Getting Data In

AWS logging to our Splunk

splunklearner
Communicator

AWS logs to Splunk

We need to onboard AWS cloud watch logs (from Kinesis) to our Splunk. We have all our Splunk instances in AWS cloud. Our architecture is multi site cluster with 3 sites.. 2 indexers in each site, 1 sh in each site, 1 deployment server, 2 CMs and 1 Deployer and 1 HF. everything is configured from AWS end and they are asking to create HEC endpoint in our Splunk in order to receive logs. Here my doubt is where and how I need to configure HEC token in my clustering environment? What details I need to mention there?

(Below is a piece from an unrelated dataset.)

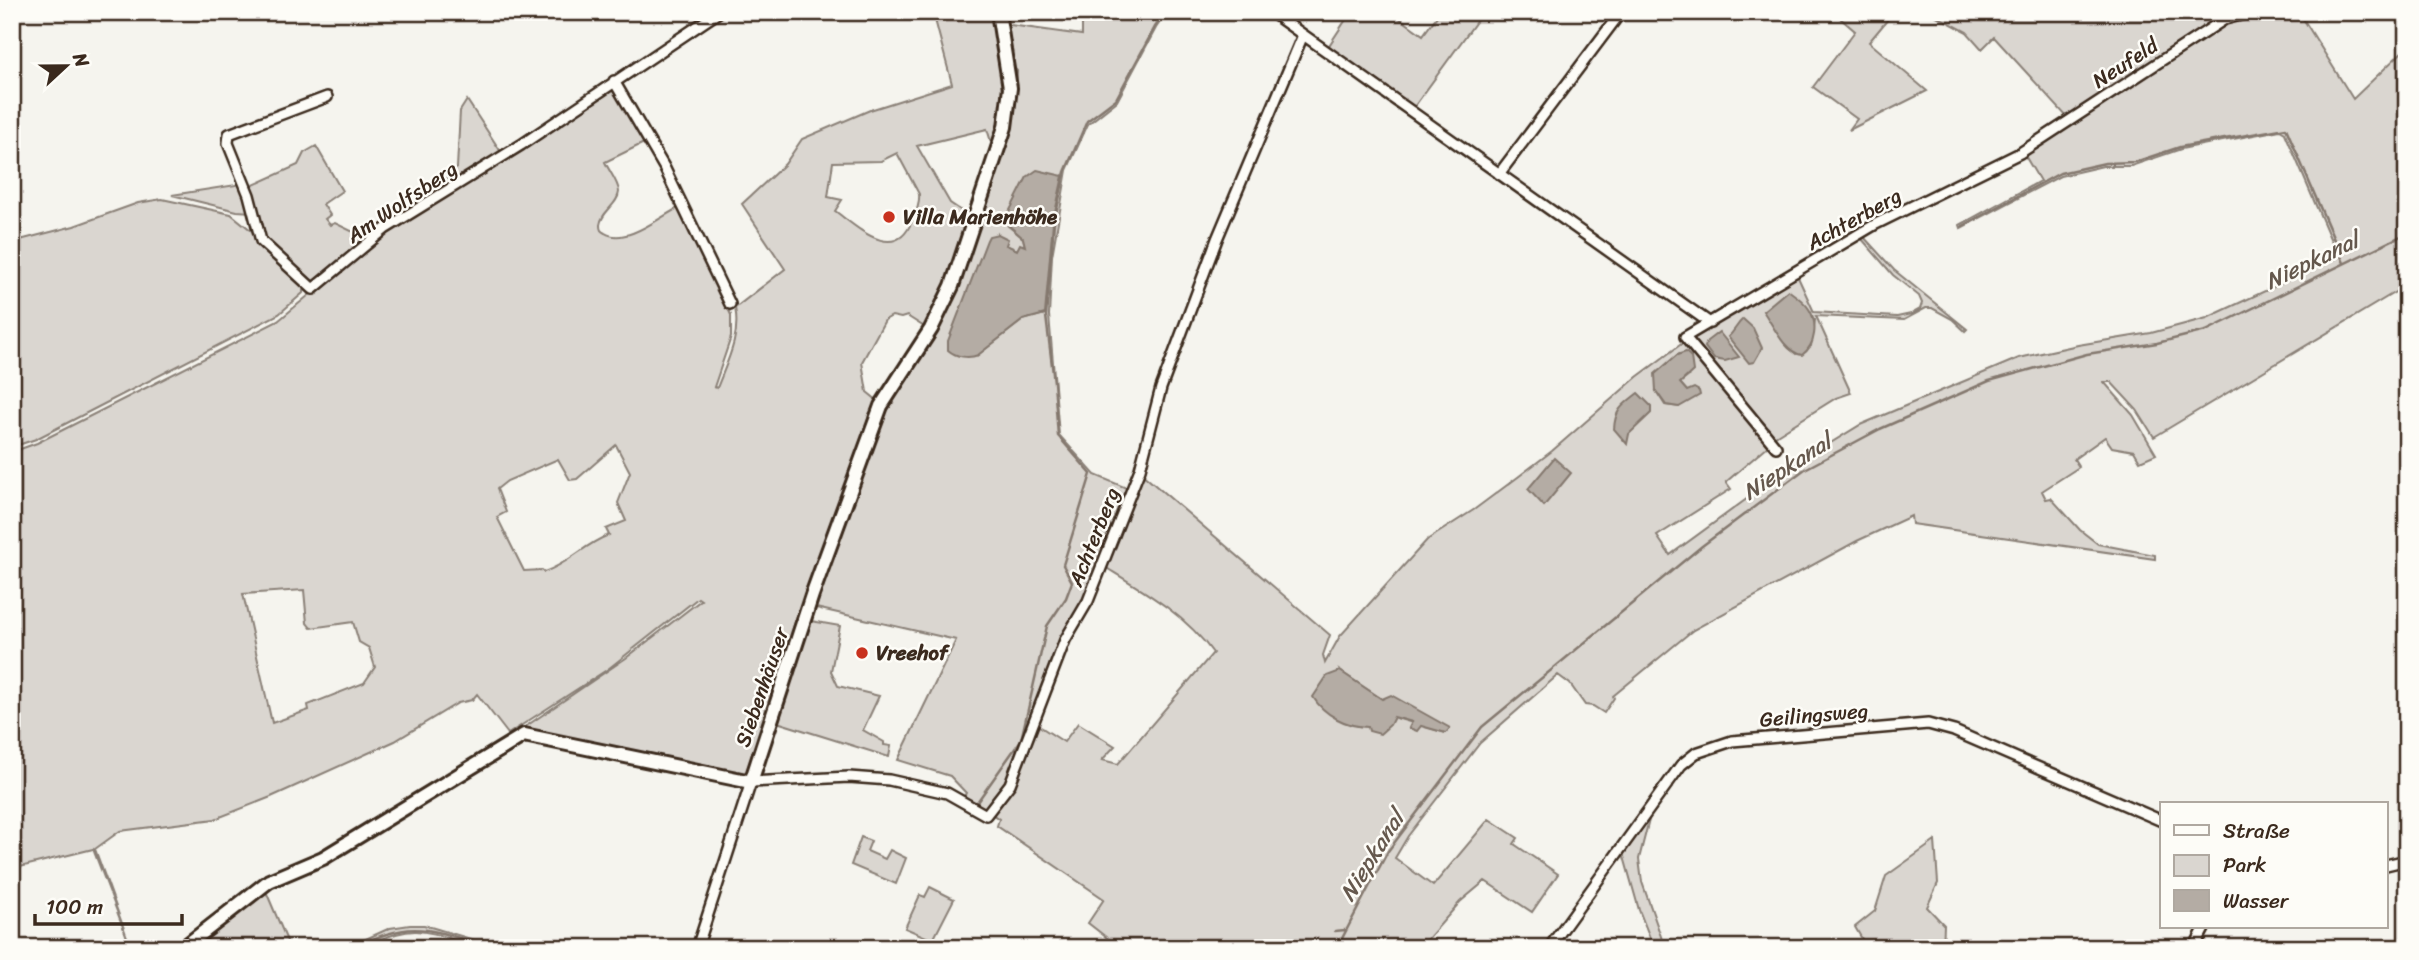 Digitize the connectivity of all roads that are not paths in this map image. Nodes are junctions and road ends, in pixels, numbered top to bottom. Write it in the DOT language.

Please help

Labels (2)
0 Karma

livehybrid
SplunkTrust
SplunkTrust

Hi @splunklearner 

You need to send your Amazon Kinesis Firehose data to an Elastic Load Balancer (ELB) with sticky sessions enabled and cookie expiration disabled.

Kinesis uses Indexer Acknowledgement so its important that the LB is configured correctly as the sticky session setting is required in order that Kinesis reaches the correct HF/Indexer to check the acknowledgement.

Regarding the endpoint/service behind the ELB - This can be either HF or your indexer cluster, depending on your configuration.

You should also install the Splunk Add-on for Amazon Web Services (AWS) which has the appropriate field extractions etc *if you are sending AWS data*. If you are sending your own application data then this may not be required, this depends on the processing done within Kinesis.

🌟 Did this answer help you? If so, please consider:

  • Adding karma to show it was useful
  • Marking it as the solution if it resolved your issue
  • Commenting if you need any clarification

Your feedback encourages the volunteers in this community to continue contributing

isoutamo
SplunkTrust
SplunkTrust

You should do it exactly this way. Remember sticky bit on LB side to forward index ack questions into the correct backend.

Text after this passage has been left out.